[Dataset entries]
━━━━━━━━━━
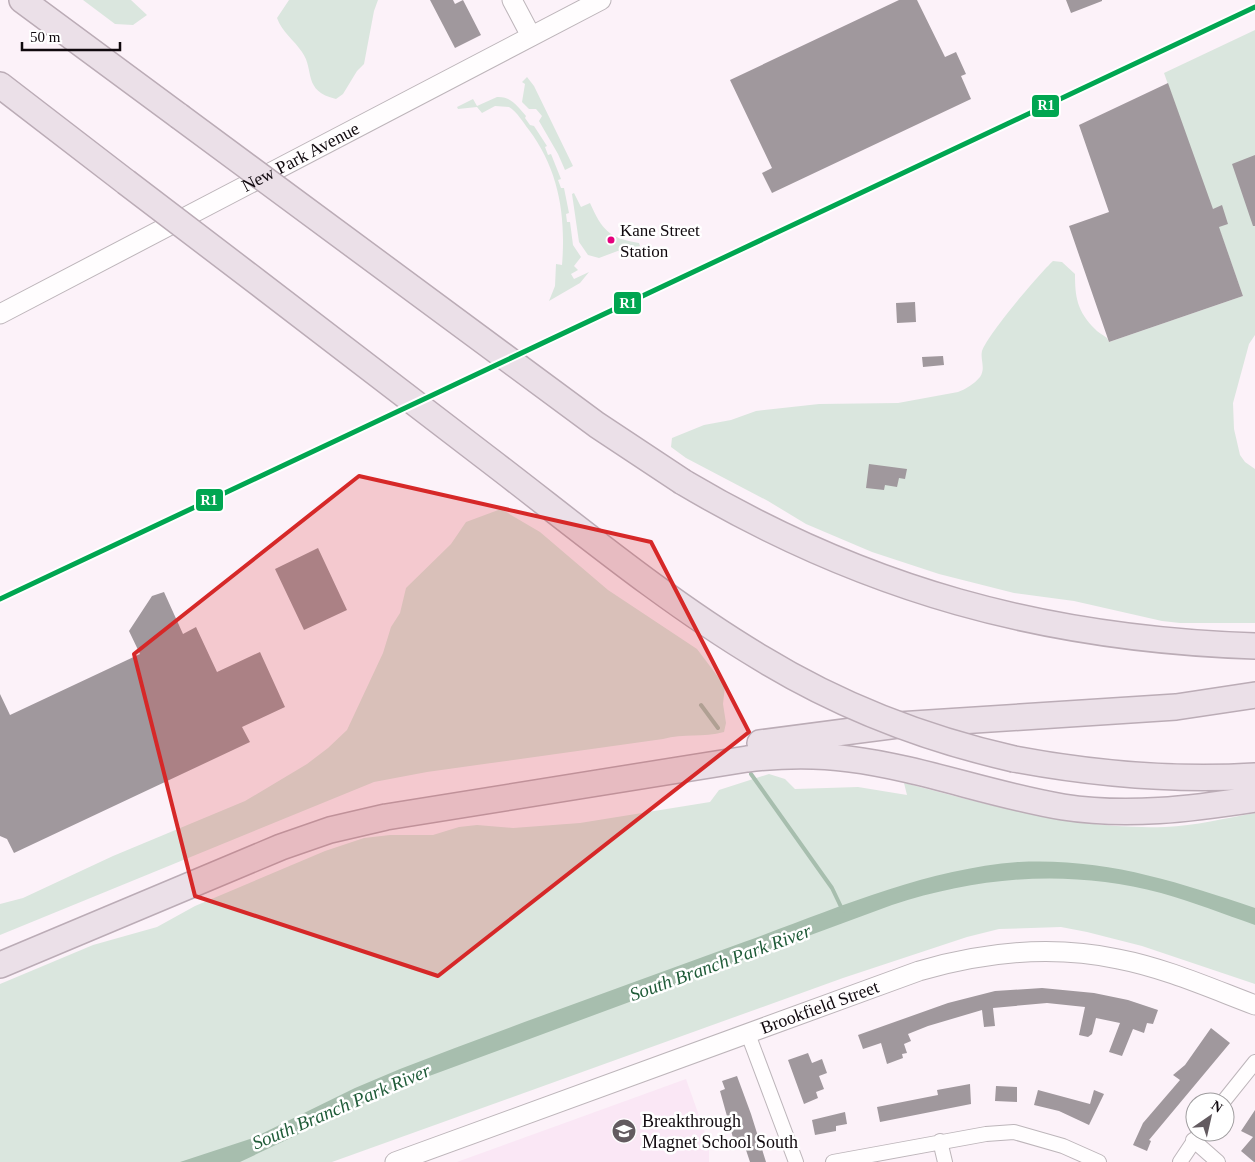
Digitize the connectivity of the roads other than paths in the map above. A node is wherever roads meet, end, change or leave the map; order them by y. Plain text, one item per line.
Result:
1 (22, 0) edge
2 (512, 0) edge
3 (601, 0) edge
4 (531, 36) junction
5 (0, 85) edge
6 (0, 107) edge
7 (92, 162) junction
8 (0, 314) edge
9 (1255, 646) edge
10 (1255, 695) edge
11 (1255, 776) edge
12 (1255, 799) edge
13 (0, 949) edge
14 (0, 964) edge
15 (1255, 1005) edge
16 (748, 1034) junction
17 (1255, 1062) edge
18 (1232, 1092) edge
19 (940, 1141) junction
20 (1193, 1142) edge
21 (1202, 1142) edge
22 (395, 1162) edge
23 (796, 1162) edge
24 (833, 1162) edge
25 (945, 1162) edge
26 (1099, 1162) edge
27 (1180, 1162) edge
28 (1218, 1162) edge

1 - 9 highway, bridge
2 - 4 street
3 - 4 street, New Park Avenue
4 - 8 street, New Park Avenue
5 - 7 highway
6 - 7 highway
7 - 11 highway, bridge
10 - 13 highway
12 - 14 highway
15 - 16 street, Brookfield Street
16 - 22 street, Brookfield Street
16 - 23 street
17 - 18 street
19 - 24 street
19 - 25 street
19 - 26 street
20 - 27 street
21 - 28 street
━━━━━━━━━━
Leaving the pictures aside, output each entry above exactly as written.

Digitize the connectivity of the roads other than paths in the map above. A node is wherever roads meet, end, change or leave the map; order them by y. Plain text, one item per line.
Result:
1 (22, 0) edge
2 (512, 0) edge
3 (601, 0) edge
4 (531, 36) junction
5 (0, 85) edge
6 (0, 107) edge
7 (92, 162) junction
8 (0, 314) edge
9 (1255, 646) edge
10 (1255, 695) edge
11 (1255, 776) edge
12 (1255, 799) edge
13 (0, 949) edge
14 (0, 964) edge
15 (1255, 1005) edge
16 (748, 1034) junction
17 (1255, 1062) edge
18 (1232, 1092) edge
19 (940, 1141) junction
20 (1193, 1142) edge
21 (1202, 1142) edge
22 (395, 1162) edge
23 (796, 1162) edge
24 (833, 1162) edge
25 (945, 1162) edge
26 (1099, 1162) edge
27 (1180, 1162) edge
28 (1218, 1162) edge

1 - 9 highway, bridge
2 - 4 street
3 - 4 street, New Park Avenue
4 - 8 street, New Park Avenue
5 - 7 highway
6 - 7 highway
7 - 11 highway, bridge
10 - 13 highway
12 - 14 highway
15 - 16 street, Brookfield Street
16 - 22 street, Brookfield Street
16 - 23 street
17 - 18 street
19 - 24 street
19 - 25 street
19 - 26 street
20 - 27 street
21 - 28 street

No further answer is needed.